Country Teasers, This Film Should Not Exist

The New York Press aurait écrit au sujet des Country Teasers : « Les Country Teasers sont meilleurs en art que Sonic Youth, et meilleurs en picole que les Pogues – et ils n’ont pas besoin de l’art ou de l’alcool pour se comporter en salopards provocants. ».
Voilà une belle épitaphe pour un groupe dont la sulfureuse réputation n’a jamais été  à la hauteur de sa renommée.  Peu de personnes connaissent aujourd’hui la formation écossaise créée par Ben Wallers au mitan des années 90.  Seuls quelques fans irréductibles ont suivi les Country Teasers et suivent encore la carrière solo de Ben Wallers sous le nom de The Rebel. C’est le cas de Nicolas Drolc, Gisella Albertini et Massimo Scocca qui offrent aujourd’hui un documentaire rare sur la formation garage punk.

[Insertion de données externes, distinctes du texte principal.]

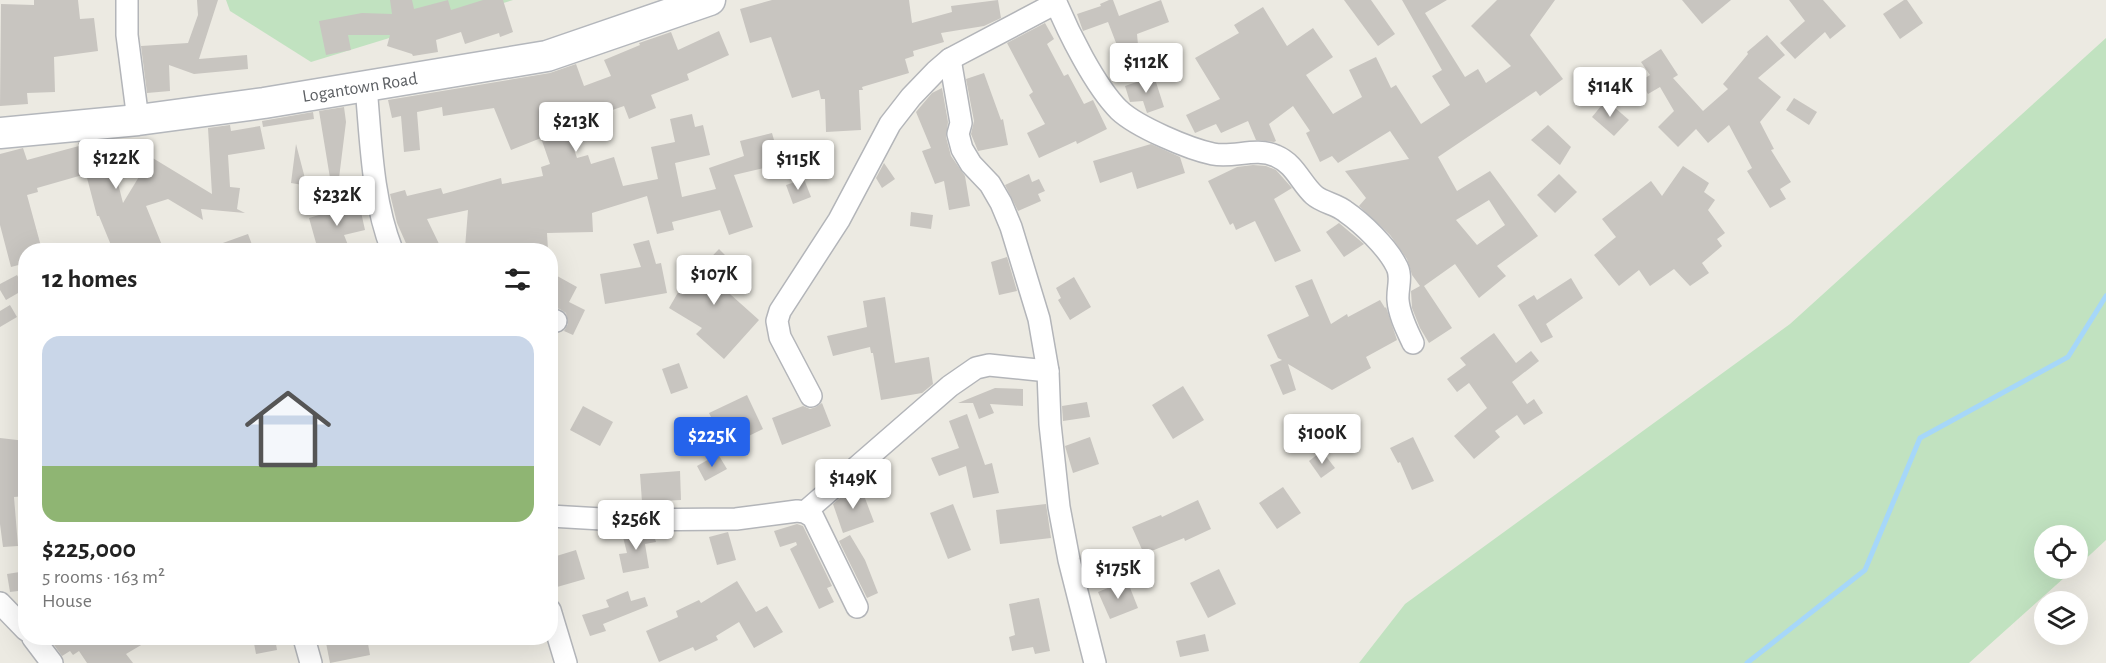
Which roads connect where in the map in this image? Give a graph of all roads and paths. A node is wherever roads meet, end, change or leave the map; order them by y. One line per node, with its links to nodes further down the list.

Intitulé Country Teasers, This Film Should not Exist, ce documentaire génial n’est malheureusement pas encore sorti. A l’instar de leur confidentielle renommée, seuls quelques happy few ont pu le visionner.
Il est tout l’inverse des films pompeux qui glorifient les groupes et artistes que l’on a l’habitude de visionner. Country Teasers, This Film Should not Exist est basé sur des images d’archives filmées par deux fans italiens qui ont suivi la formation anglaise lors de sa tournée européenne de 1995 en compagnie de The Oblivians. Il a fallu vingt-cinq ans  pour que ces deux fans se décident à monter les rush et les proposer à Nicolas Drolc des films Furax.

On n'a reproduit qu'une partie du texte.